Since the early 1980s, dozens of books have attempted to explain how companies achieve high performance.  Most have been written by talented and well-respected authors, including active and former business executives, management consultants, and business school professors.  These books tend to fall in one of two categories.  The first category includes books that describe the important attributes or characteristics that high-performing companies share.  The implicit (and sometimes explicit) promise of these books is that if you can create or develop these attributes in your business, you too will achieve high performance.  This category includes some of the best selling business books, such as In Search of Excellence by Tom Peters and Bob Waterman, Built to Last by Jim Collins and Jerry Porras, and Good to Great by Jim Collins.

The second category of performance-related books is both more diverse and more specific.  Rather than describe essential attributes of successful companies, the authors of these books focus on specific management tools or techniques.  In the 1980s, many of these books talked about total quality management or one of its many components (continuous improvement, statistical process control, etc.).  In the 1990s and this decade, popular topics have included business process reengineering, activity-based costing, the balanced scorecard, the “digitization” of business, and lean manufacturing.  Once again, the implicit promise is:  Use this tool or technique and high performance will inevitably follow.  A few of the more significant books in this category are Reengineering the Corporation by Michael Hammer and James Champy, The Balanced Scorecard by Robert Kaplan and David Norton, and Lean Thinking by James Womack and Daniel Jones.

Despite the best efforts of a lot of very smart people, the secret to high performance has remained elusive.  No one has been able to get it quite right.  For example, the research that produced In Search of Excellence focused on forty-three companies and ended in 1979.  Ten years later, thirty-one of those companies remained independent and publicly traded.  Over this ten-year period, only thirteen of these companies outperformed the S&P 500.  The other eighteen “excellent” companies underperformed the market.

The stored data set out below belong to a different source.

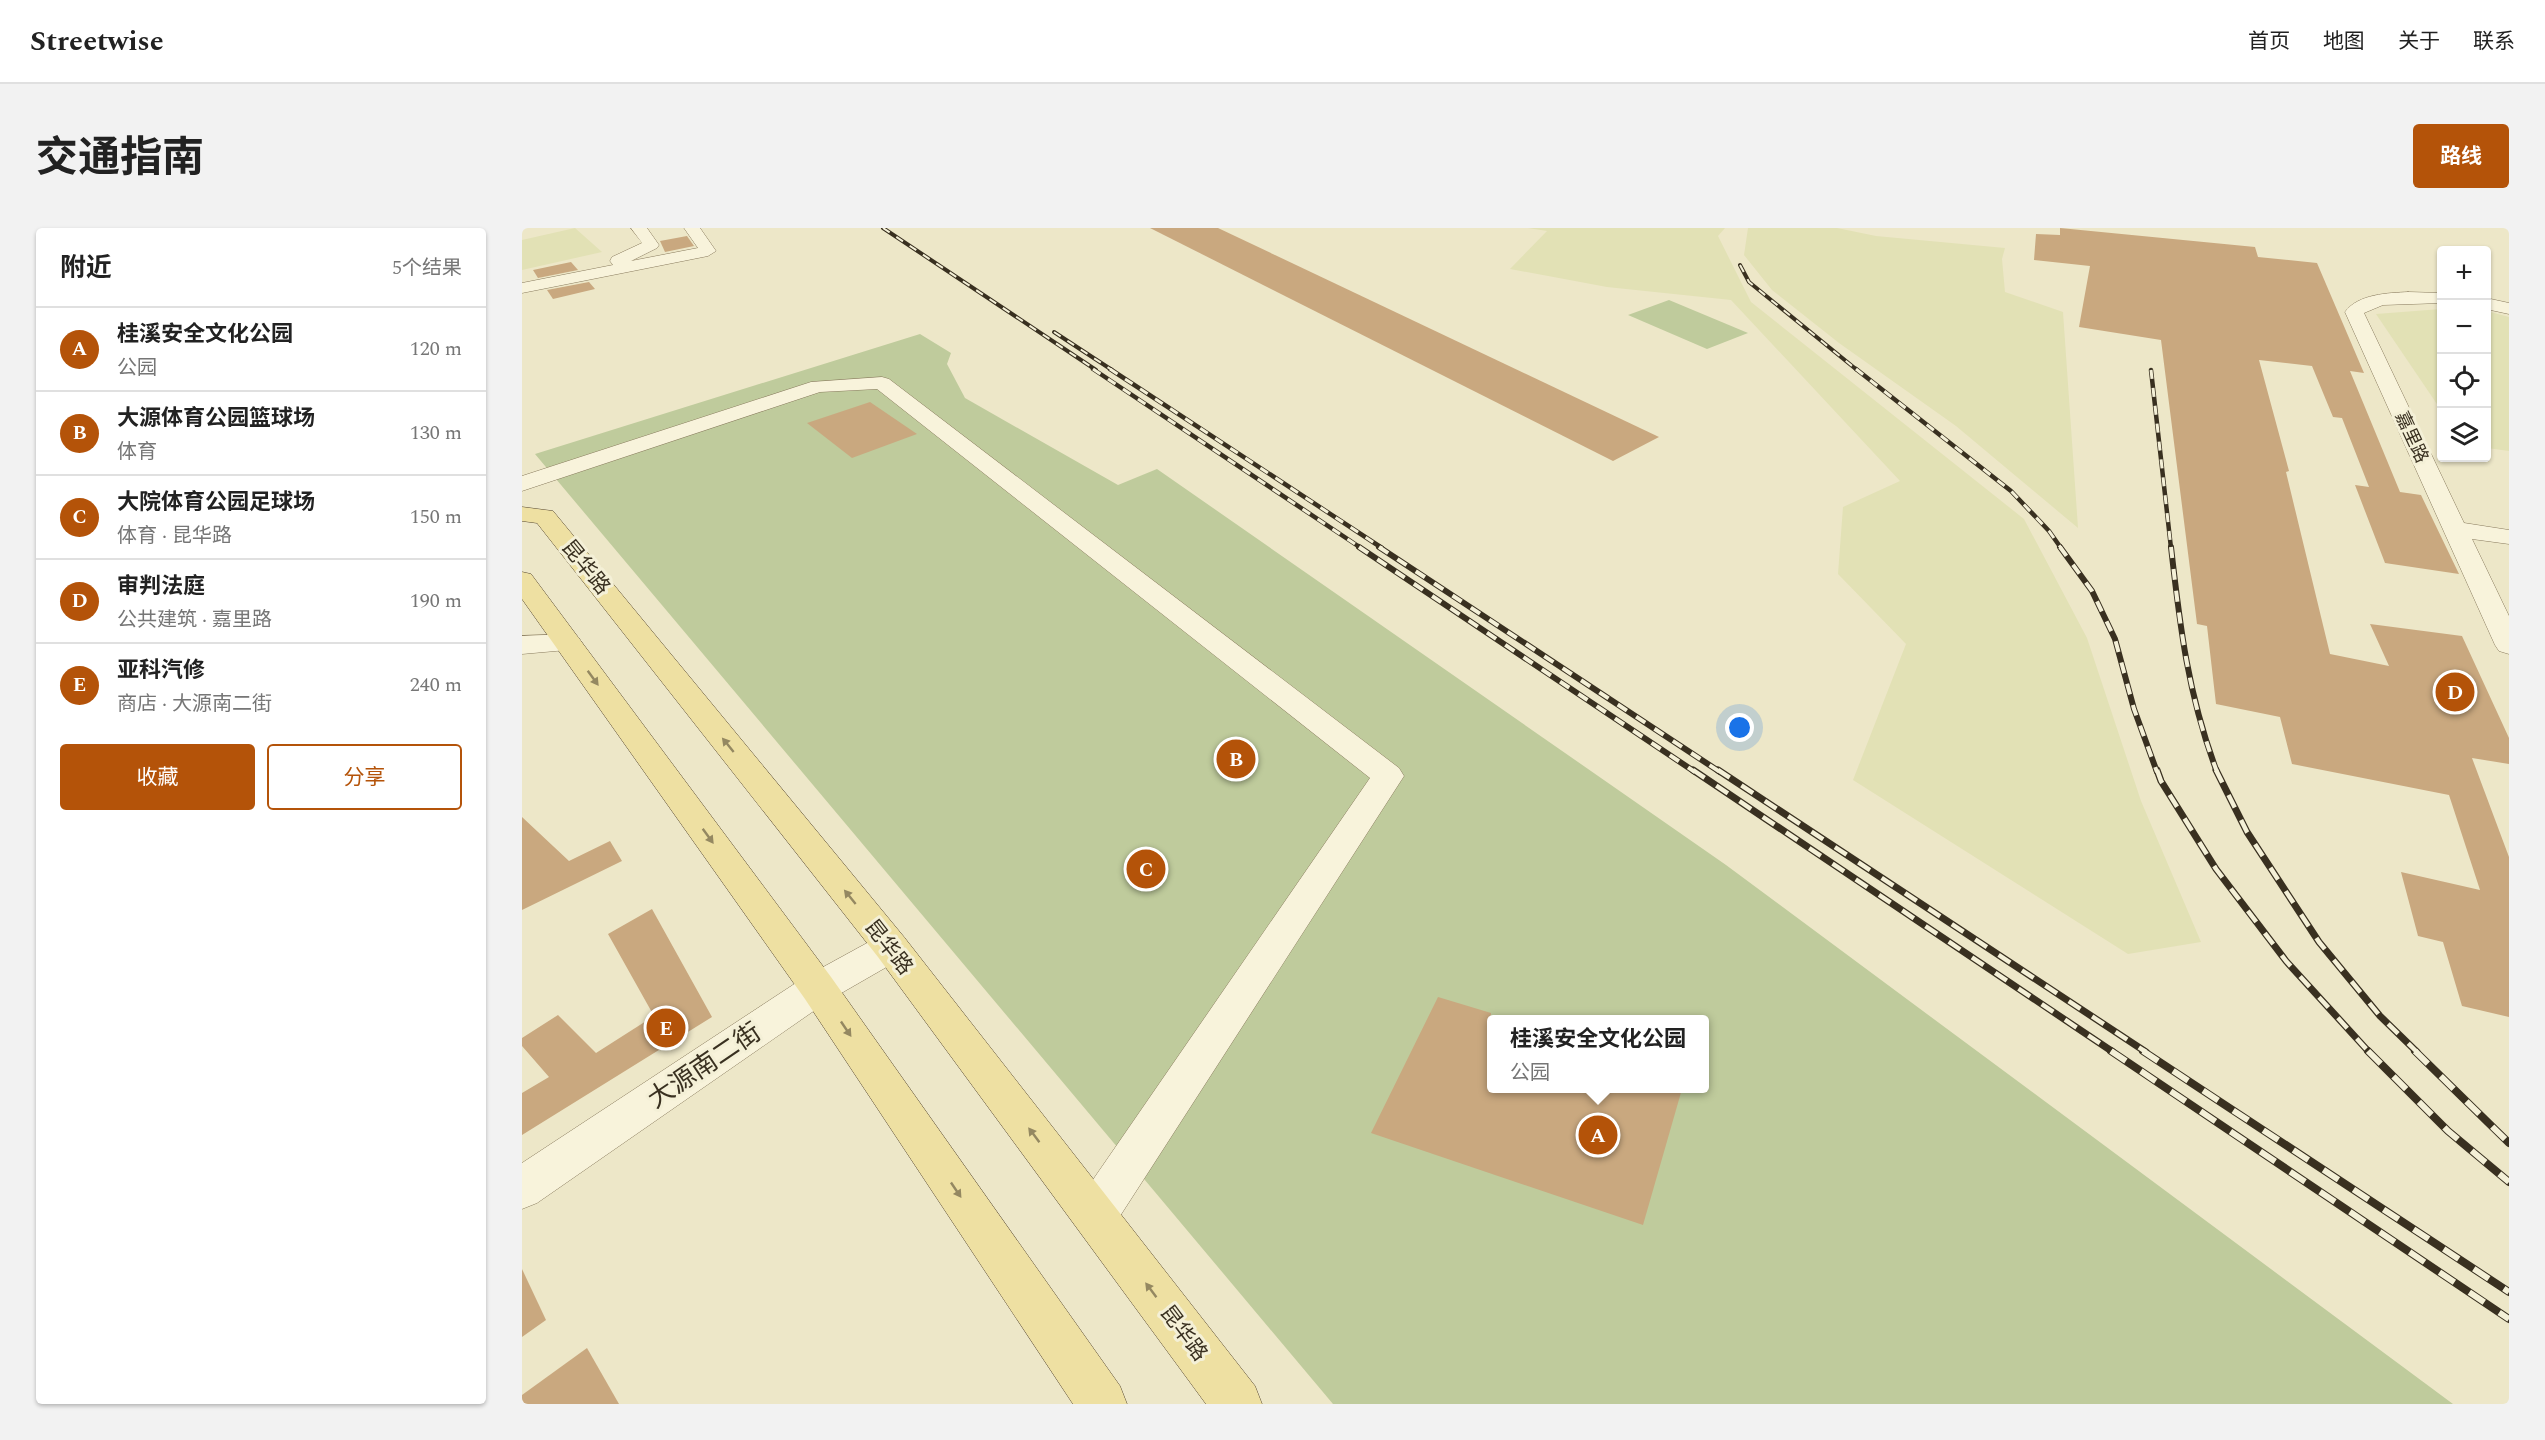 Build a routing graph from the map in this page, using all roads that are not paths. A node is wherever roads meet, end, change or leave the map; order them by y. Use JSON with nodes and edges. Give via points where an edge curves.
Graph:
{"nodes":[{"id":1,"x":639,"y":228,"type":"edge"},
{"id":2,"x":692,"y":228,"type":"edge"},
{"id":3,"x":613,"y":270,"type":"junction"},
{"id":4,"x":522,"y":288,"type":"edge"},
{"id":5,"x":2437,"y":297,"type":"edge"},
{"id":6,"x":2491,"y":304,"type":"edge"},
{"id":7,"x":2509,"y":309,"type":"edge"},
{"id":8,"x":522,"y":484,"type":"edge"},
{"id":9,"x":522,"y":514,"type":"edge"},
{"id":10,"x":2456,"y":529,"type":"junction"},
{"id":11,"x":2509,"y":537,"type":"edge"},
{"id":12,"x":522,"y":580,"type":"edge"},
{"id":13,"x":568,"y":643,"type":"junction"},
{"id":14,"x":522,"y":645,"type":"edge"},
{"id":15,"x":2509,"y":645,"type":"edge"},
{"id":16,"x":891,"y":947,"type":"junction"},
{"id":17,"x":818,"y":988,"type":"junction"},
{"id":18,"x":522,"y":1188,"type":"edge"},
{"id":19,"x":1095,"y":1215,"type":"junction"},
{"id":20,"x":1102,"y":1404,"type":"edge"},
{"id":21,"x":1237,"y":1404,"type":"edge"}],
"edges":[{"from":1,"to":3,"type":"street","via":[[651,245],[608,265]]},
{"from":2,"to":3,"type":"street","via":[[708,251]]},
{"from":3,"to":4,"type":"street"},
{"from":5,"to":10,"type":"street","name":"嘉里路","via":[[2390,298],[2360,306],[2354,312]]},
{"from":6,"to":7,"type":"street"},
{"from":8,"to":19,"type":"street","via":[[819,386],[882,383],[1388,776]]},
{"from":16,"to":9,"type":"main road","name":"昆华路","one_way":true,"via":[[544,516]]},
{"from":10,"to":11,"type":"street"},
{"from":10,"to":15,"type":"street","name":"嘉里路"},
{"from":12,"to":13,"type":"main road"},
{"from":13,"to":14,"type":"street"},
{"from":13,"to":17,"type":"main road","one_way":true},
{"from":16,"to":17,"type":"street","name":"大源南二街"},
{"from":19,"to":16,"type":"main road","name":"昆华路","one_way":true},
{"from":17,"to":18,"type":"street","name":"大源南二街"},
{"from":17,"to":20,"type":"main road","one_way":true},
{"from":21,"to":19,"type":"main road","name":"昆华路","one_way":true}]}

Don’t misunderstand me.  Many books about improving business performance contain valuable insights.  I’ve read and studied all of the books mentioned in this column and many others, and I’ve found important and useful ideas in most of them.  Unfortunately, however, many of these books also contain serious flaws.  In some cases, the research methodology is flawed.  In others, the authors draw conclusions that aren’t really supported by the data.  But the most serious flaw in most of these books is that they claim too much.  They offer ready-made solutions that seem to guarantee success, but these solutions don’t work as well as the books usually promise.

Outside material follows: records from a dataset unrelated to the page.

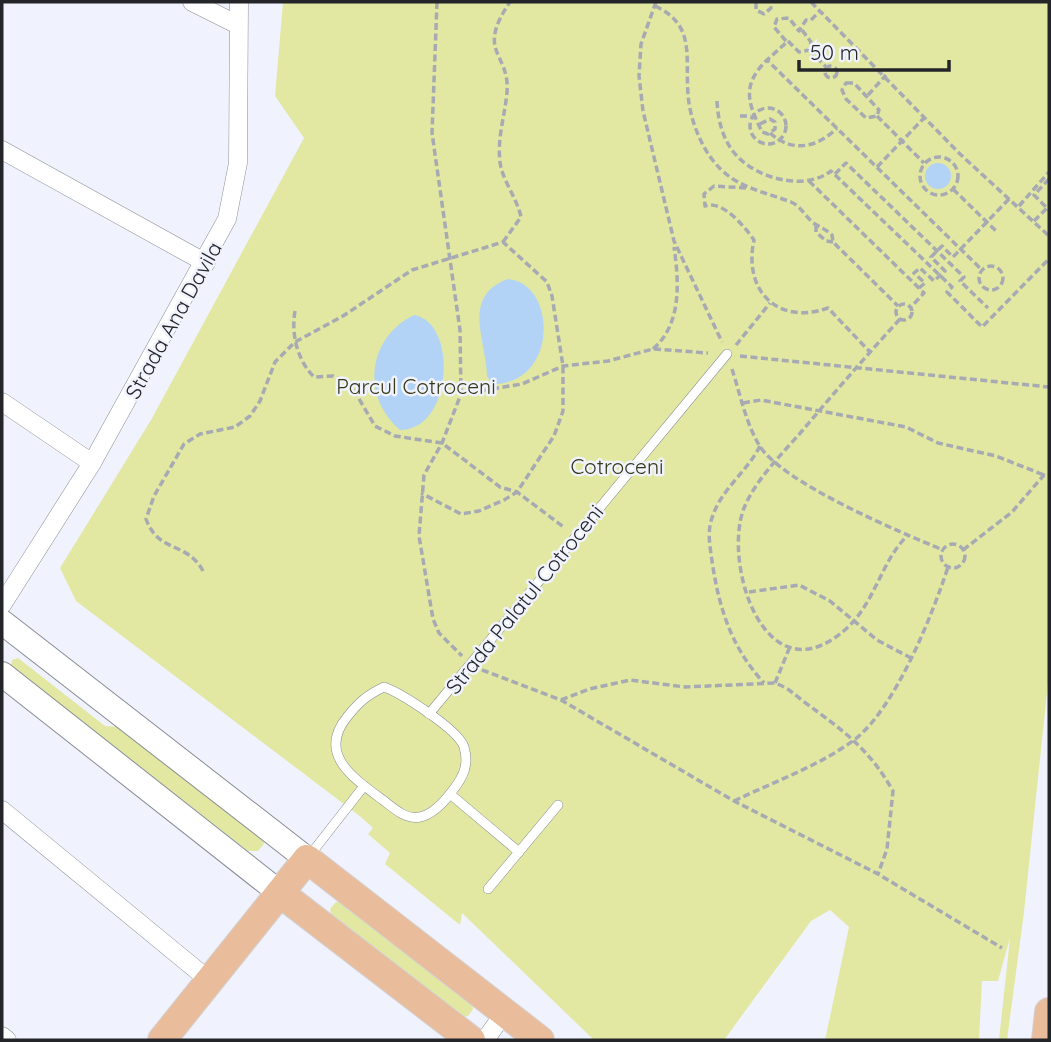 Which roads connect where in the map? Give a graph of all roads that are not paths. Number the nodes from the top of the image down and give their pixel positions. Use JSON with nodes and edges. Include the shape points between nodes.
{"nodes":[{"id":1,"x":191,"y":2,"type":"edge"},
{"id":2,"x":239,"y":2,"type":"edge"},
{"id":3,"x":239,"y":25,"type":"junction"},
{"id":4,"x":2,"y":150,"type":"edge"},
{"id":5,"x":206,"y":262,"type":"junction"},
{"id":6,"x":727,"y":354,"type":"road end"},
{"id":7,"x":2,"y":402,"type":"edge"},
{"id":8,"x":92,"y":463,"type":"junction"},
{"id":9,"x":2,"y":605,"type":"edge"},
{"id":10,"x":2,"y":622,"type":"edge"},
{"id":11,"x":2,"y":674,"type":"edge"},
{"id":12,"x":429,"y":714,"type":"junction"},
{"id":13,"x":364,"y":786,"type":"junction"},
{"id":14,"x":450,"y":794,"type":"junction"},
{"id":15,"x":558,"y":805,"type":"dead end"},
{"id":16,"x":2,"y":810,"type":"edge"},
{"id":17,"x":519,"y":852,"type":"junction"},
{"id":18,"x":307,"y":859,"type":"junction"},
{"id":19,"x":488,"y":889,"type":"dead end"},
{"id":20,"x":280,"y":893,"type":"junction"},
{"id":21,"x":210,"y":981,"type":"junction"},
{"id":22,"x":506,"y":1012,"type":"junction"},
{"id":23,"x":1049,"y":1012,"type":"edge"},
{"id":24,"x":2,"y":1036,"type":"edge"},
{"id":25,"x":7,"y":1040,"type":"edge"},
{"id":26,"x":162,"y":1040,"type":"edge"},
{"id":27,"x":471,"y":1040,"type":"edge"},
{"id":28,"x":485,"y":1040,"type":"edge"},
{"id":29,"x":540,"y":1040,"type":"edge"},
{"id":30,"x":1046,"y":1040,"type":"edge"}],
"edges":[{"from":1,"to":3,"type":"street"},
{"from":2,"to":3,"type":"street","name":"Strada Ana Davila"},
{"from":3,"to":5,"type":"street","name":"Strada Ana Davila","via":[[236,185],[228,219]]},
{"from":4,"to":5,"type":"street"},
{"from":5,"to":8,"type":"street","name":"Strada Ana Davila"},
{"from":6,"to":12,"type":"lane","name":"Strada Palatul Cotroceni"},
{"from":7,"to":8,"type":"street"},
{"from":8,"to":9,"type":"street","name":"Strada Ana Davila"},
{"from":10,"to":18,"type":"main road"},
{"from":11,"to":20,"type":"main road"},
{"from":12,"to":13,"type":"lane","name":"Strada Palatul Cotroceni","via":[[403,694],[384,687],[363,696],[336,731],[336,751],[344,768]]},
{"from":12,"to":14,"type":"lane","name":"Strada Palatul Cotroceni","via":[[462,742],[467,760],[463,778]]},
{"from":13,"to":14,"type":"lane","name":"Strada Palatul Cotroceni","via":[[403,815],[419,817],[436,810]]},
{"from":13,"to":18,"type":"lane"},
{"from":14,"to":17,"type":"lane"},
{"from":15,"to":17,"type":"lane"},
{"from":16,"to":21,"type":"street"},
{"from":17,"to":19,"type":"lane"},
{"from":18,"to":20,"type":"main road"},
{"from":18,"to":22,"type":"main road"},
{"from":20,"to":21,"type":"main road"},
{"from":20,"to":27,"type":"main road"},
{"from":21,"to":26,"type":"main road"},
{"from":22,"to":28,"type":"street"},
{"from":22,"to":29,"type":"main road"},
{"from":23,"to":30,"type":"main road"},
{"from":24,"to":25,"type":"street"}]}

The basic problem is that high performance is far more complex and unpredictable than most business best-sellers indicate.  The world of business is not ruled by the kinds of precise laws that govern much of the natural world.  For example, if I apply heat to water, the water will boil when the temperature reaches 212 degrees Fahrenheit.  I can repeat this “experiment” thousands of times and the result will always be the same.  The laws of physics enable me to accurately predict that my action (applying heat to water) will produce a specific outcome (boiling water).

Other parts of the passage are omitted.